Scientific tools have become much more precise since then, but the correlation between salt intake and poor health has remained tenuous. Intersalt, a large study published in 1988, compared sodium intake with blood pressure in subjects from 52 international research centers and found no relationship between sodium intake and the prevalence of hypertension. In fact, the population that ate the most salt, about 14 grams a day, had a lower median blood pressure than the population that ate the least, about 7.2 grams a day. In 2004 the Cochrane Collaboration, an international, independent, not-for-profit health care research organization funded in part by the U.S. Department of Health and Human Services, published a review of 11 salt-reduction trials. Over the long-term, low-salt diets, compared to normal diets, decreased systolic blood pressure (the top number in the blood pressure ratio) in healthy people by 1.1 millimeters of mercury (mmHg) and diastolic blood pressure (the bottom number) by 0.6 mmHg. That is like going from 120/80 to 119/79. The review concluded that "intensive interventions, unsuited to primary care or population prevention programs, provide only minimal reductions in blood pressure during long-term trials." A 2003 Cochrane review of 57 shorter-term trials similarly concluded that "there is little evidence for long-term benefit from reducing salt intake."

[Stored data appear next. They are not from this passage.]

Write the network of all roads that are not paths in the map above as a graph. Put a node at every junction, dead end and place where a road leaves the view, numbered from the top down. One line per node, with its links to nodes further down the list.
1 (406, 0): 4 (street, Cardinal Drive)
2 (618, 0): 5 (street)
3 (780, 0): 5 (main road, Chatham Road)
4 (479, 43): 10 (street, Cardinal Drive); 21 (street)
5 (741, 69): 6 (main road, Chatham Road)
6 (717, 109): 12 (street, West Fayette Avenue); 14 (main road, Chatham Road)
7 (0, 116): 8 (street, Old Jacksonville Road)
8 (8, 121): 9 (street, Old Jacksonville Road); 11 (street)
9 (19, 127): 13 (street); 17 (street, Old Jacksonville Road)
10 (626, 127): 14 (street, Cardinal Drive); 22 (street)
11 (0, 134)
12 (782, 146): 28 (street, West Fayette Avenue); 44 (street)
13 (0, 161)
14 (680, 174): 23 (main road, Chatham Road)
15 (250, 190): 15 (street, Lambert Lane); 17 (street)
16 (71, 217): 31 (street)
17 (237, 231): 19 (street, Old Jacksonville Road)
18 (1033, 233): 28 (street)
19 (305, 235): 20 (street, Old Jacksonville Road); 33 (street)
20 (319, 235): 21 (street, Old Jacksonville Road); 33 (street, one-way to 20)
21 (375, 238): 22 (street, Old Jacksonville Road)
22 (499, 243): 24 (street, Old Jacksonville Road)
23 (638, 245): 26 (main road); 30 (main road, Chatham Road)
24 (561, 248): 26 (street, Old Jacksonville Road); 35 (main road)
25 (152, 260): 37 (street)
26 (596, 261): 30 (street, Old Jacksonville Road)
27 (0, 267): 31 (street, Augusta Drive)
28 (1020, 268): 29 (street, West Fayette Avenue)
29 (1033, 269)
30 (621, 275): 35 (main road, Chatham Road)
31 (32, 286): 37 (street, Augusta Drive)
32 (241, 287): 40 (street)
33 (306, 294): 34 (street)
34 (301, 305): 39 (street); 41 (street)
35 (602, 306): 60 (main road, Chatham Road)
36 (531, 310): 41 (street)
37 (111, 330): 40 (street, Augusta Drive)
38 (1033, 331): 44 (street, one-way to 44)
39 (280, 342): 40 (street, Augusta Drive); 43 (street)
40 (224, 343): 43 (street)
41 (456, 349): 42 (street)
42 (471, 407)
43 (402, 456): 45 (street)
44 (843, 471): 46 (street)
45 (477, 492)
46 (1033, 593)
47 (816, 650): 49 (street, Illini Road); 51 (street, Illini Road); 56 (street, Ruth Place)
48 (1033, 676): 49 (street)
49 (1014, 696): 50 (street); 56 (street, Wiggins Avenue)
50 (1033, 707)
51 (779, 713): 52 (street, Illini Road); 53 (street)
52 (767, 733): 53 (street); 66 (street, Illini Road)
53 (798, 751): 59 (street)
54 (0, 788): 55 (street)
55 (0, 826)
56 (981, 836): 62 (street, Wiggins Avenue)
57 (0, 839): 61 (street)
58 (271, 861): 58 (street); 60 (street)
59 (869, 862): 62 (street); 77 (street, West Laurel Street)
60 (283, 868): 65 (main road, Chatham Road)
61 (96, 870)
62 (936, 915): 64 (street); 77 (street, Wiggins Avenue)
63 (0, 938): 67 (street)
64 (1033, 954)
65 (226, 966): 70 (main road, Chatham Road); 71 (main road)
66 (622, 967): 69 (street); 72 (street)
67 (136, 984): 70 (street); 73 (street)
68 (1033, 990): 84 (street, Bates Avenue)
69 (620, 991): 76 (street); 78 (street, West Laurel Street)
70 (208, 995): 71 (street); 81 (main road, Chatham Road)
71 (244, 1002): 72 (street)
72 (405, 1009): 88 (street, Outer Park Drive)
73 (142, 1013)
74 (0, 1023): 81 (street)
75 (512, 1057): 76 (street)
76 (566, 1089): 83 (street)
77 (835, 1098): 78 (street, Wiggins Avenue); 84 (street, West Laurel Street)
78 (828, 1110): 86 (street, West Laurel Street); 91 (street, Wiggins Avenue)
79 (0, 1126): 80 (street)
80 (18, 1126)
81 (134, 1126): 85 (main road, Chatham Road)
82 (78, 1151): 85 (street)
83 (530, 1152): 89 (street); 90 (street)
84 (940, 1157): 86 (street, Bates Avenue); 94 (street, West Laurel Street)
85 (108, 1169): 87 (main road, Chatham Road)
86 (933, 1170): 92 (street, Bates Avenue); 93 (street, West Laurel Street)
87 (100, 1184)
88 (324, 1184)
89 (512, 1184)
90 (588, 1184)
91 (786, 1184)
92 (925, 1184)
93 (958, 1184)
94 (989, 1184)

Studies that have explored the direct relationship between salt and heart disease have not fared much better. Among them, a 2006 American Journal of Medicine study compared the reported daily sodium intakes of 78 million Americans to their risk of dying from heart disease over the course of 14 years. It found that the more sodium people ate, the less likely they were to die from heart disease. And a 2007 study published in the European Journal of Epidemiology followed 1,500 older people for five years and found no association between urinary sodium levels and the risk of coronary vascular disease or death. For every study that suggests that salt is unhealthy, another does not.

Part of the problem is that individuals vary in how they respond to salt. "It's tough to nail these associations," admits Lawrence Appel, an epidemiologist at Johns Hopkins University and the chair of the salt committee for the 2010 Dietary Guidelines for Americans. One oft-cited 1987 study published in the Journal of Chronic Diseases reported that the number of people who experience drops in blood pressure after eating high-salt diets almost equals the number who experience blood pressure spikes; many stay exactly the same. That is because "the human kidney is made, by design, to vary the accretion of salt based on the amount you take in," explains Michael Alderman, an epidemiologist at the Albert Einstein College of Medicine and former president of the International Society of Hypertension.

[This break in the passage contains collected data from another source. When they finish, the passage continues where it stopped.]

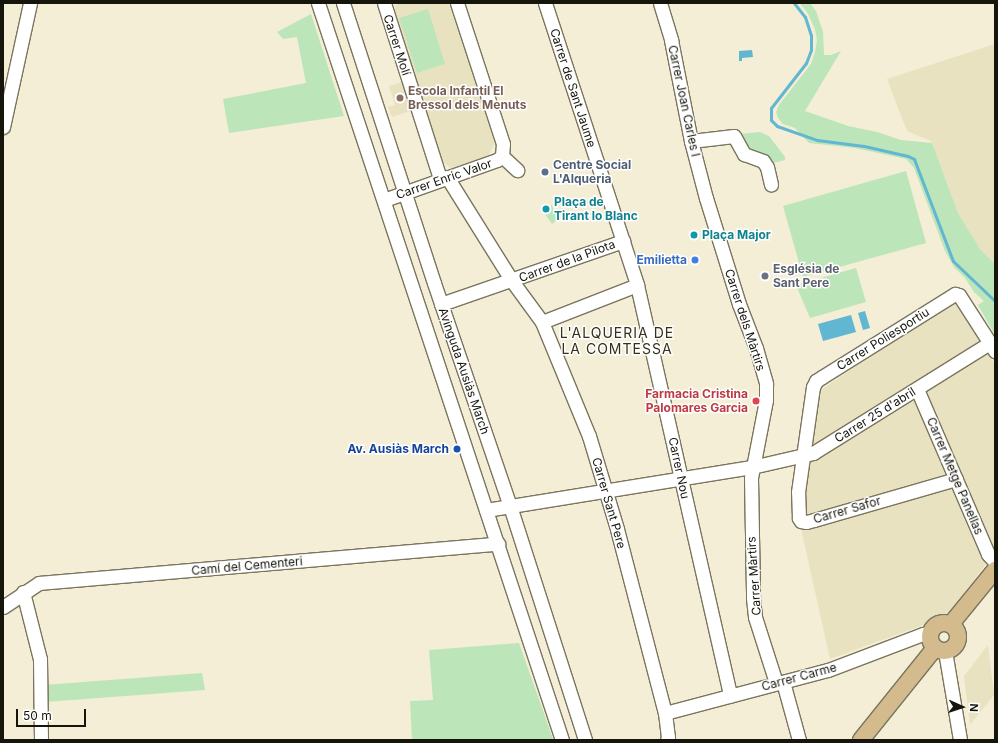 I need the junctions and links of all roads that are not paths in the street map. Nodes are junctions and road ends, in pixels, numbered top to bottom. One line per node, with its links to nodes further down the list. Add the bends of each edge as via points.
1 (30, 3): 8 (street)
2 (318, 3): 16 (street)
3 (343, 3): 14 (street, Avinguda Ausiàs March)
4 (385, 3): 12 (street, Carrer Molí)
5 (457, 3): 10 (street, via 503,144)
6 (545, 3): 17 (street, Carrer de Sant Jaume)
7 (660, 3): 9 (street, Carrer Joan Carles I, via 671,40)
8 (3, 127)
9 (691, 141): 13 (street, via 734,136 744,154 764,161); 15 (street, Carrer Joan Carles I)
10 (502, 156): 11 (street); 12 (street, Carrer Enric Valor)
11 (517, 170)
12 (444, 178): 14 (street, Carrer Enric Valor); 18 (street, Carrer Molí)
13 (771, 185)
14 (405, 192): 16 (street, Carrer Enric Valor); 20 (street, Avinguda Ausiàs March)
15 (706, 198): 25 (street, Carrer dels Màrtirs, via 766,384 766,400)
16 (384, 200): 30 (street)
17 (623, 241): 18 (street, Carrer de la Pilota); 19 (street, Carrer Nou)
18 (512, 280): 20 (street, Carrer de la Pilota); 21 (street, Carrer Sant Pere)
19 (637, 285): 21 (street); 26 (street, Carrer Nou)
20 (441, 304): 29 (street, Avinguda Ausiàs March)
21 (542, 322): 28 (street, Carrer Sant Pere, via 589,436)
22 (992, 347): 23 (street, Carrer 25 d'abril); 24 (street, Carrer Poliesportiu, via 959,294 955,294 816,381)
23 (917, 389): 24 (street, Carrer 25 d'abril, via 814,453); 27 (street, Carrer Metge Panellas)
24 (802, 456): 25 (street, Carrer 25 d'abril); 27 (street, Carrer Safor, via 798,492 799,518 806,522)
25 (752, 467): 26 (street, Carrer 25 d'abril); 38 (street, Carrer Màrtirs, via 750,487 754,612)
26 (681, 478): 28 (street, Carrer 25 d'abril); 39 (street, Carrer Nou)
27 (956, 479): 32 (street, Carrer Metge Panellas, via 988,554)
28 (605, 490): 29 (street, Carrer 25 d'abril); 40 (street, Carrer Sant Pere)
29 (510, 506): 30 (street, Carrer 25 d'abril); 44 (street, Avinguda Ausiàs March)
30 (486, 510): 31 (street)
31 (498, 544): 34 (street, Camí del Cementeri, via 39,583); 43 (street)
32 (995, 562)
33 (995, 570): 36 (main road)
34 (23, 592): 35 (street, Camí del Cementeri); 42 (street, via 40,658)
35 (3, 607)
36 (951, 624): 37 (main road, via 944,622 933,627); 37 (main road, via 957,631 958,639 953,648)
37 (936, 644): 38 (street, Carrer Carme, via 924,634 850,663); 46 (main road); 47 (street)
38 (779, 682): 39 (street, Carrer Carme); 45 (street, Carrer Màrtirs)
39 (730, 696): 40 (street, Carrer Carme)
40 (665, 713): 41 (street, Carrer Sant Pere)
41 (671, 739)
42 (41, 740)
43 (562, 740)
44 (585, 740)
45 (799, 740)
46 (861, 740)
47 (960, 740)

Some physicians argue that although tiny blood pressure drops will not have a big effect on individuals - they will not really affect your risk of having a heart attack - they may end up saving lives at the population level, in part because a small percentage of the population, including some African-Americans and elderly individuals, seem to be hypersensitive to salt. For instance, a study published in February 2010 in the New England Journal of Medicine estimated that cutting salt intake by about 35 percent would save at least 44,000 American lives per year. But such estimates are not evidence, either; they are conjecture. And low-salt diets could have side effects: when salt intake is cut, the body responds by releasing renin and aldosterone, an enzyme and a hormone, respectively, that increase blood pressure.

Rather than create drastic salt policies based on conflicting data, Alderman and his colleague Hillel Cohen propose that the government sponsor a large, controlled clinical trial to see what happens to people who follow low-salt diets over time. Appel responds that such a trial "cannot and will not be done," in part because it would be so expensive. But unless we have clear data, evangelical antisalt campaigns are not just based on shaky science; they are ultimately unfair. "A great number of promises are being made to the public with regard to this enormous benefit and lives saved," Cohen says. But it is "based on wild extrapolations."